AMATEURISME CALIBRÉ /AUTHENTICITÉ PERFORMÉE
Il y a deux ans, les stimulis auditifs étaient encore rarement mis en place avec la vision directe du protagoniste. On ne percevait que les mains pour faire du bruit, ou des ustensiles. Aujourd’hui, les youtubeurs/euses se montrent, s’affirment, se confient aux internautes en chuchotant, créant ainsi une relation directe entre le regardant et le regardé.
Le procédé utilisé pour relaxer l’interlocuteur est comme une exaltation proposée sous forme de service, remplaçant par l’image un salon de massage et permettant une multiplication du service de manière exponentielle.
C’est aussi la découverte du lieu de vie du youtubeur/de la youtubeuse, qui invite l’internaute et met en scène son propre quotidien.

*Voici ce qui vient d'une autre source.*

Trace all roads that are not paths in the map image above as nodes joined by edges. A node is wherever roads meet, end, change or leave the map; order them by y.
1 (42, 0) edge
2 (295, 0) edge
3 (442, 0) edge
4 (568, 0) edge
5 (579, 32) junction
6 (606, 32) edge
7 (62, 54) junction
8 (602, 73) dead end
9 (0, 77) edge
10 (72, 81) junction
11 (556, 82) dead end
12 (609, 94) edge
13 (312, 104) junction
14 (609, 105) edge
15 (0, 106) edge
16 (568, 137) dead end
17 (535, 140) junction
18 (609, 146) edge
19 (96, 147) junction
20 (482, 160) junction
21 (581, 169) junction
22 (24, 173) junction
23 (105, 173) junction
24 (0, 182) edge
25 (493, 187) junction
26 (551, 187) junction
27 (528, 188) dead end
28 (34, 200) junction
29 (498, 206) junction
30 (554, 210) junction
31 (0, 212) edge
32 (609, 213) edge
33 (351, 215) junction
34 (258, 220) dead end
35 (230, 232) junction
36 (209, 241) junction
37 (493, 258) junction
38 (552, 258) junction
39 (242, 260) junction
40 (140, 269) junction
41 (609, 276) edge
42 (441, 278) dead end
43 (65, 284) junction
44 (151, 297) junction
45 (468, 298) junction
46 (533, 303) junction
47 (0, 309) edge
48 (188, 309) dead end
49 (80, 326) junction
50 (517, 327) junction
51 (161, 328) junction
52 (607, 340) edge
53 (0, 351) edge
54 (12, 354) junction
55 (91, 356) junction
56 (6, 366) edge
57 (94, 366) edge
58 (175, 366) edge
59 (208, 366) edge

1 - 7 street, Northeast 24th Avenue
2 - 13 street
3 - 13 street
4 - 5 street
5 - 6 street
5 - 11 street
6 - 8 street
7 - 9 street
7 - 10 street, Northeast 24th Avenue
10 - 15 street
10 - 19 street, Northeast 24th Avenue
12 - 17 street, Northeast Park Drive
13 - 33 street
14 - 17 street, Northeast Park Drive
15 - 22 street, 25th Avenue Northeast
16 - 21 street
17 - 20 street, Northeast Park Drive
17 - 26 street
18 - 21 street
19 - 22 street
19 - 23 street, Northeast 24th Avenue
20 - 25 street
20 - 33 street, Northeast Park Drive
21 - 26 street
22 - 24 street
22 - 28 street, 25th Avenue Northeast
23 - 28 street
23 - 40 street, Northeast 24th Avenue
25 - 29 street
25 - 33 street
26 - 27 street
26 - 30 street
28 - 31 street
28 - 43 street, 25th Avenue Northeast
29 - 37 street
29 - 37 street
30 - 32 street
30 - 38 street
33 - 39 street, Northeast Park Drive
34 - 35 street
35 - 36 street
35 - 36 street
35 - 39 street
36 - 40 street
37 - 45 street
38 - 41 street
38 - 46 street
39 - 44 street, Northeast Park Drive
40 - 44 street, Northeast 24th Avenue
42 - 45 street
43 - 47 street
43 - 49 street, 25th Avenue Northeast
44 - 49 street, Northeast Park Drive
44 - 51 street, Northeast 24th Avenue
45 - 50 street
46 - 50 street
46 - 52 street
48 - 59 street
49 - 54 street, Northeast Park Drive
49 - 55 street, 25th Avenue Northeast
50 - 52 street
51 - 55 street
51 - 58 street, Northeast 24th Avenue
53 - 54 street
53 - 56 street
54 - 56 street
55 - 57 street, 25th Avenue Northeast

Cette possibilité de diffusion à travers une seule captation est je trouve fascinante et porte ici un point de paradoxe poétique et enrichissant à travailler: la proposition d’un espace à la fois intime et pourtant accessible à tous. C’est aussi la mise en place d’un autre rapport au jeu: la mise en représentation de soi-même dans son propre espace. Les termes amateurisme calibré et authenticité performée ont été inventés par Crystal Abidin, première philosophe à réellement percevoir une transition médiatique et politique à travers ce nouveau phénomène social.
Quelque chose ici se passe: l’esthétique pure d’une déesse et de son décor, la qualité de l’image et du son, proposant un panel de sons à la fois précis et dénués de contrôle. L’intimité se met en place à travers cette forme d’amateurisme et crée un réel décalage entre la propreté de l’image et l’animalité des sons. On en revient aux Mythologies de Barthes, qui en parlant de la photographie et de l’image, parle d’une nécessité d’imperfection pour troubler le spectateur. Ce qu’il appelle le «scandale» signifie ici l’aspect obscur d’une image prise en plein rapt. Une anomalie. Un réalisme. Ainsi les vidéos ASMR me semblent jouer avec ces deux facteurs. Nous sommes perpétuellement en train d’effleurer une nouvelle forme de professionnalisation et un certain amateurisme. L’esthétique de l’image est impeccable, la captation sonore est impeccable, en revanche les actions sont complètement intuitives.
LE GESTE ET LA PAROLE
Ce projet implique une dramaturgie à la fois textuelle et gestuelle.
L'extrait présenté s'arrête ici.